** Task details **
Your answer must be the lines from the top of the listing below through the line that holds "middle tip: (230, 292)", retyped exactly, with no pictures.

-------- Excerpted data

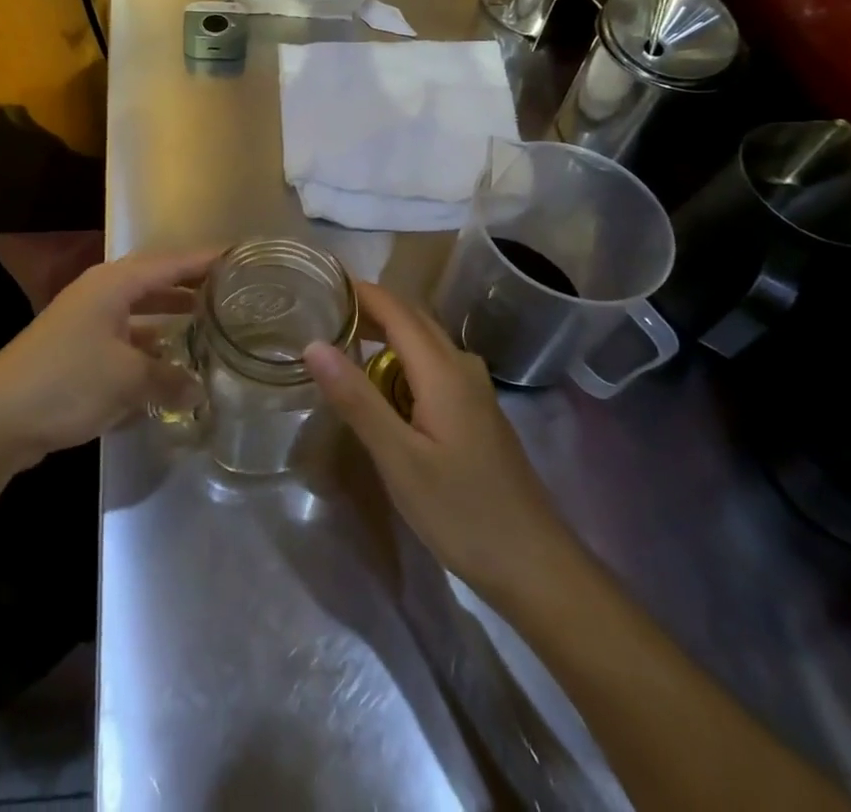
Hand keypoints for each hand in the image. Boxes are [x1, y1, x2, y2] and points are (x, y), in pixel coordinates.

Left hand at [0, 248, 217, 471]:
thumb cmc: (67, 381)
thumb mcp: (127, 379)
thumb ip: (169, 379)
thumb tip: (199, 390)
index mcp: (113, 284)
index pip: (170, 262)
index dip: (205, 259)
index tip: (240, 256)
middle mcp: (100, 293)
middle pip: (155, 282)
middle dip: (190, 286)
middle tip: (230, 292)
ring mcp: (85, 321)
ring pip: (139, 311)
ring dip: (169, 317)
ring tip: (207, 324)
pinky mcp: (76, 350)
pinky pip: (125, 337)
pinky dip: (148, 345)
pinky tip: (168, 363)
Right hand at [304, 280, 572, 596]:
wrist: (537, 567)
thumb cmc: (463, 513)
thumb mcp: (398, 459)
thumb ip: (356, 399)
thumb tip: (314, 344)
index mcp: (442, 370)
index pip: (396, 309)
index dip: (360, 291)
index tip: (321, 283)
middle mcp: (462, 367)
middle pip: (413, 318)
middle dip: (370, 307)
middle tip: (323, 311)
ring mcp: (475, 391)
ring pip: (425, 342)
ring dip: (386, 332)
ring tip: (344, 341)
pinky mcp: (477, 413)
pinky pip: (434, 365)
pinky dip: (402, 358)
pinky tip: (384, 384)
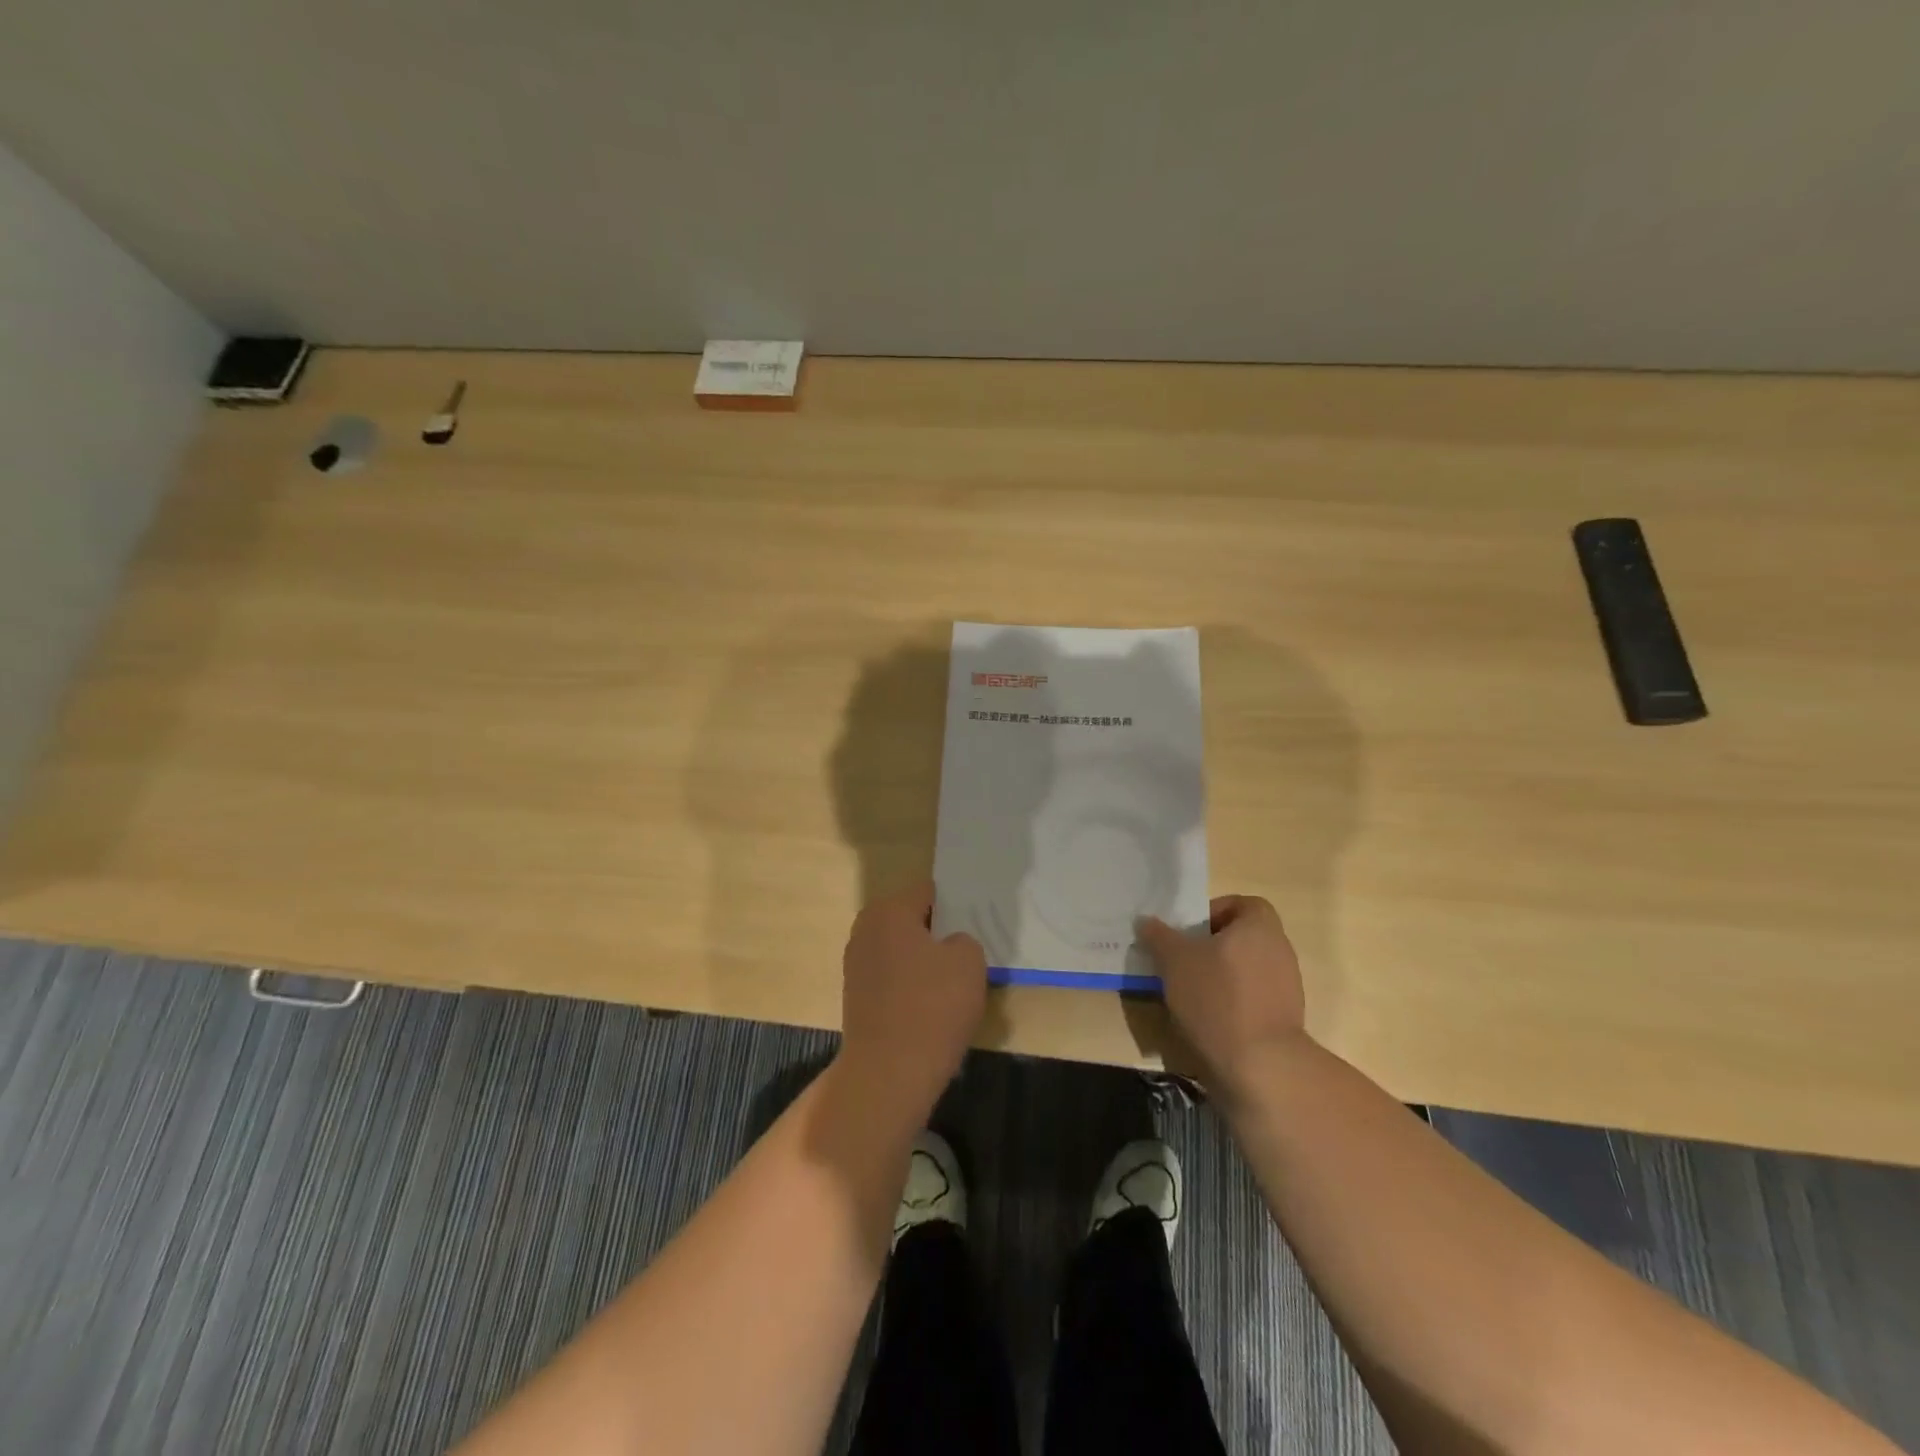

----------------

** Response to the task **
Hand keypoints for each hand in the image. Boxes are [x1, y1, x2, y2] and points are (x, y), in pixel coordinates.

Left hand at [0, 248, 217, 471]:
thumb cmc: (67, 381)
thumb mcp: (127, 379)
thumb ip: (169, 379)
thumb tip: (199, 390)
index mcp: (113, 284)
index pip: (170, 262)
index dip: (205, 259)
index tip: (240, 256)
middle mcp: (100, 293)
middle pip: (155, 282)
middle dip: (190, 286)
middle tip: (230, 292)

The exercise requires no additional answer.